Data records

◇ ◇ ◇

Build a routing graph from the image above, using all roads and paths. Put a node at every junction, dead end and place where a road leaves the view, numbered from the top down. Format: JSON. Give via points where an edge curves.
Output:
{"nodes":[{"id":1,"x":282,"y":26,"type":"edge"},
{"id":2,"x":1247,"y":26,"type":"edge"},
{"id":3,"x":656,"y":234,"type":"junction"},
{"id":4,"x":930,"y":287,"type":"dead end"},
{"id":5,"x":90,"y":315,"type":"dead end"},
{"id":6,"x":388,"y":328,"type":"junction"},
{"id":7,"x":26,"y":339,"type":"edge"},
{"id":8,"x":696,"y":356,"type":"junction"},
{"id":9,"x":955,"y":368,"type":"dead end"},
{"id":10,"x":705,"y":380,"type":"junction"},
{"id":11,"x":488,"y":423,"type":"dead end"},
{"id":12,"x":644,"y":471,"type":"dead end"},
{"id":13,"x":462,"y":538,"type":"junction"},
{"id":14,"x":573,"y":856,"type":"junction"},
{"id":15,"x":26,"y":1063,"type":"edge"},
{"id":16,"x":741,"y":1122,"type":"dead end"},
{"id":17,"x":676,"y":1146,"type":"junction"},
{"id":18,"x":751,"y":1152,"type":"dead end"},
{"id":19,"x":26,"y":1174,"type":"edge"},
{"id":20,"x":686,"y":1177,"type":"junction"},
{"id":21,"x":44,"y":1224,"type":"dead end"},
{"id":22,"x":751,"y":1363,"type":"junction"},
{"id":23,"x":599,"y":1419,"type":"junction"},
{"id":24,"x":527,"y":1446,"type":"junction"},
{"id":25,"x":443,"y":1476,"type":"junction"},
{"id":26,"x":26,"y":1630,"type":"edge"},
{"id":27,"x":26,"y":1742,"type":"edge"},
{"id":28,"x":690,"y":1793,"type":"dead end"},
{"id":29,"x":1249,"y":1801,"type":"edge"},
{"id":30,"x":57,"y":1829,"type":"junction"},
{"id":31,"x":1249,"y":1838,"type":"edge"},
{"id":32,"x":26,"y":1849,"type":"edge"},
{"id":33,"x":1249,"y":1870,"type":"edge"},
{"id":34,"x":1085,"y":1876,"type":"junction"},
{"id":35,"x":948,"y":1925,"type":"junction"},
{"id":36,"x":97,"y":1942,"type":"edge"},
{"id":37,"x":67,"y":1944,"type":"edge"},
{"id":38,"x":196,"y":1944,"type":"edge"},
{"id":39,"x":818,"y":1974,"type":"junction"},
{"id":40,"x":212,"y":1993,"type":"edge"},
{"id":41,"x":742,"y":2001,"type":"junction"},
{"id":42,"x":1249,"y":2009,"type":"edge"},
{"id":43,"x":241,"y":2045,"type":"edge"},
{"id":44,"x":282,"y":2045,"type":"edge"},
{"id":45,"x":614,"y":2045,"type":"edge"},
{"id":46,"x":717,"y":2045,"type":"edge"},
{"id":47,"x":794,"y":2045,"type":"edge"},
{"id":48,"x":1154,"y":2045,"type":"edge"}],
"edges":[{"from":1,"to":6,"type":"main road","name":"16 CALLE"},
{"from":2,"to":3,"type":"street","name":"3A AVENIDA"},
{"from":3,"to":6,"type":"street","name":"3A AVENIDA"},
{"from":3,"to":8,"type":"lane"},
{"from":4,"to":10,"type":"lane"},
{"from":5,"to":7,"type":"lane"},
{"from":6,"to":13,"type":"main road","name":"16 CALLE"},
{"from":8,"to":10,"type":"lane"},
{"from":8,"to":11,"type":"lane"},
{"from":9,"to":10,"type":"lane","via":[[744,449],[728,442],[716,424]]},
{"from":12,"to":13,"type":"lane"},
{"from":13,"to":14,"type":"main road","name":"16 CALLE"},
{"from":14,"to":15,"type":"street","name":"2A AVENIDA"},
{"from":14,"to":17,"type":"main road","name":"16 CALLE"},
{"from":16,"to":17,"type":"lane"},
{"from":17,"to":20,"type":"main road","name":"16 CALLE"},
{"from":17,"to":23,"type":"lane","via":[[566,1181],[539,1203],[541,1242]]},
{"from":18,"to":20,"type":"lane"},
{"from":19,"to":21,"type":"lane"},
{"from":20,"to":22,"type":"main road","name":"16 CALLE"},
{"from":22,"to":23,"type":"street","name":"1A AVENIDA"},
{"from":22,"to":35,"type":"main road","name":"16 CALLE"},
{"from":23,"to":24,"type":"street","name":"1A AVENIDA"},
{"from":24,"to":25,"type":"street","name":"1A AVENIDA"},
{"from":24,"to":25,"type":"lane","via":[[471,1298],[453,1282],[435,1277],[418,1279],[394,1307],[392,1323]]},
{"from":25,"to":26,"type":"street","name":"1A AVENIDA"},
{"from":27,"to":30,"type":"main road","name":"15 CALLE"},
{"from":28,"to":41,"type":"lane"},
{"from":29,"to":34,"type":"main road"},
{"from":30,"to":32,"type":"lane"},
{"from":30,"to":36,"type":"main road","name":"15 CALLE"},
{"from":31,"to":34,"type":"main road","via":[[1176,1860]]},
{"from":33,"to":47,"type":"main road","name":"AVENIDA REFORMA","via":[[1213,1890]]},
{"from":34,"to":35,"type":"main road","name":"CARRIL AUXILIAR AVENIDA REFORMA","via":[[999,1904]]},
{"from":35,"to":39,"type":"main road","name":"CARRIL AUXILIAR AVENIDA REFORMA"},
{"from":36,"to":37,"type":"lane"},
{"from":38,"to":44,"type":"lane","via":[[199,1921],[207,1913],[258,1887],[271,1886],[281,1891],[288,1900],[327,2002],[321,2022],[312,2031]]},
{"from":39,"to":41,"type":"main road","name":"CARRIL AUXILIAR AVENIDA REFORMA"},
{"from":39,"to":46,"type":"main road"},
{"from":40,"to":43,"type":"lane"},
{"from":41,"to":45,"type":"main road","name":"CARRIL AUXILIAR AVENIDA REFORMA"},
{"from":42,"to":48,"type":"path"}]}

◇ ◇ ◇

◆ **YOUR INSTRUCTIONS**: Word for word, copy out all of the data shown above.

◆ **SOLVED PROBLEM**:
Build a routing graph from the image above, using all roads and paths. Put a node at every junction, dead end and place where a road leaves the view, numbered from the top down. Format: JSON. Give via points where an edge curves.
Output:
{"nodes":[{"id":1,"x":282,"y":26,"type":"edge"},
{"id":2,"x":1247,"y":26,"type":"edge"},
{"id":3,"x":656,"y":234,"type":"junction"},
{"id":4,"x":930,"y":287,"type":"dead end"},
{"id":5,"x":90,"y":315,"type":"dead end"},
{"id":6,"x":388,"y":328,"type":"junction"},
{"id":7,"x":26,"y":339,"type":"edge"},
{"id":8,"x":696,"y":356,"type":"junction"},
{"id":9,"x":955,"y":368,"type":"dead end"},
{"id":10,"x":705,"y":380,"type":"junction"},
{"id":11,"x":488,"y":423,"type":"dead end"},
{"id":12,"x":644,"y":471,"type":"dead end"},
{"id":13,"x":462,"y":538,"type":"junction"},
{"id":14,"x":573,"y":856,"type":"junction"},
{"id":15,"x":26,"y":1063,"type":"edge"},
{"id":16,"x":741,"y":1122,"type":"dead end"},
{"id":17,"x":676,"y":1146,"type":"junction"},
{"id":18,"x":751,"y":1152,"type":"dead end"},
{"id":19,"x":26,"y":1174,"type":"edge"},
{"id":20,"x":686,"y":1177,"type":"junction"},
{"id":21,"x":44,"y":1224,"type":"dead end"},
{"id":22,"x":751,"y":1363,"type":"junction"},
{"id":23,"x":599,"y":1419,"type":"junction"},
{"id":24,"x":527,"y":1446,"type":"junction"},
{"id":25,"x":443,"y":1476,"type":"junction"},
{"id":26,"x":26,"y":1630,"type":"edge"},
{"id":27,"x":26,"y":1742,"type":"edge"},
{"id":28,"x":690,"y":1793,"type":"dead end"},
{"id":29,"x":1249,"y":1801,"type":"edge"},
{"id":30,"x":57,"y":1829,"type":"junction"},
{"id":31,"x":1249,"y":1838,"type":"edge"},
{"id":32,"x":26,"y":1849,"type":"edge"},
{"id":33,"x":1249,"y":1870,"type":"edge"},
{"id":34,"x":1085,"y":1876,"type":"junction"},
{"id":35,"x":948,"y":1925,"type":"junction"},
{"id":36,"x":97,"y":1942,"type":"edge"},
{"id":37,"x":67,"y":1944,"type":"edge"},
{"id":38,"x":196,"y":1944,"type":"edge"},
{"id":39,"x":818,"y":1974,"type":"junction"},
{"id":40,"x":212,"y":1993,"type":"edge"},
{"id":41,"x":742,"y":2001,"type":"junction"},
{"id":42,"x":1249,"y":2009,"type":"edge"},
{"id":43,"x":241,"y":2045,"type":"edge"},
{"id":44,"x":282,"y":2045,"type":"edge"},
{"id":45,"x":614,"y":2045,"type":"edge"},
{"id":46,"x":717,"y":2045,"type":"edge"},
{"id":47,"x":794,"y":2045,"type":"edge"},
{"id":48,"x":1154,"y":2045,"type":"edge"}],
"edges":[{"from":1,"to":6,"type":"main road","name":"16 CALLE"},
{"from":2,"to":3,"type":"street","name":"3A AVENIDA"},
{"from":3,"to":6,"type":"street","name":"3A AVENIDA"},
{"from":3,"to":8,"type":"lane"},
{"from":4,"to":10,"type":"lane"},
{"from":5,"to":7,"type":"lane"},
{"from":6,"to":13,"type":"main road","name":"16 CALLE"},
{"from":8,"to":10,"type":"lane"},
{"from":8,"to":11,"type":"lane"},
{"from":9,"to":10,"type":"lane","via":[[744,449],[728,442],[716,424]]},
{"from":12,"to":13,"type":"lane"},
{"from":13,"to":14,"type":"main road","name":"16 CALLE"},
{"from":14,"to":15,"type":"street","name":"2A AVENIDA"},
{"from":14,"to":17,"type":"main road","name":"16 CALLE"},
{"from":16,"to":17,"type":"lane"},
{"from":17,"to":20,"type":"main road","name":"16 CALLE"},
{"from":17,"to":23,"type":"lane","via":[[566,1181],[539,1203],[541,1242]]},
{"from":18,"to":20,"type":"lane"},
{"from":19,"to":21,"type":"lane"},
{"from":20,"to":22,"type":"main road","name":"16 CALLE"},
{"from":22,"to":23,"type":"street","name":"1A AVENIDA"},
{"from":22,"to":35,"type":"main road","name":"16 CALLE"},
{"from":23,"to":24,"type":"street","name":"1A AVENIDA"},
{"from":24,"to":25,"type":"street","name":"1A AVENIDA"},
{"from":24,"to":25,"type":"lane","via":[[471,1298],[453,1282],[435,1277],[418,1279],[394,1307],[392,1323]]},
{"from":25,"to":26,"type":"street","name":"1A AVENIDA"},
{"from":27,"to":30,"type":"main road","name":"15 CALLE"},
{"from":28,"to":41,"type":"lane"},
{"from":29,"to":34,"type":"main road"},
{"from":30,"to":32,"type":"lane"},
{"from":30,"to":36,"type":"main road","name":"15 CALLE"},
{"from":31,"to":34,"type":"main road","via":[[1176,1860]]},
{"from":33,"to":47,"type":"main road","name":"AVENIDA REFORMA","via":[[1213,1890]]},
{"from":34,"to":35,"type":"main road","name":"CARRIL AUXILIAR AVENIDA REFORMA","via":[[999,1904]]},
{"from":35,"to":39,"type":"main road","name":"CARRIL AUXILIAR AVENIDA REFORMA"},
{"from":36,"to":37,"type":"lane"},
{"from":38,"to":44,"type":"lane","via":[[199,1921],[207,1913],[258,1887],[271,1886],[281,1891],[288,1900],[327,2002],[321,2022],[312,2031]]},
{"from":39,"to":41,"type":"main road","name":"CARRIL AUXILIAR AVENIDA REFORMA"},
{"from":39,"to":46,"type":"main road"},
{"from":40,"to":43,"type":"lane"},
{"from":41,"to":45,"type":"main road","name":"CARRIL AUXILIAR AVENIDA REFORMA"},
{"from":42,"to":48,"type":"path"}]}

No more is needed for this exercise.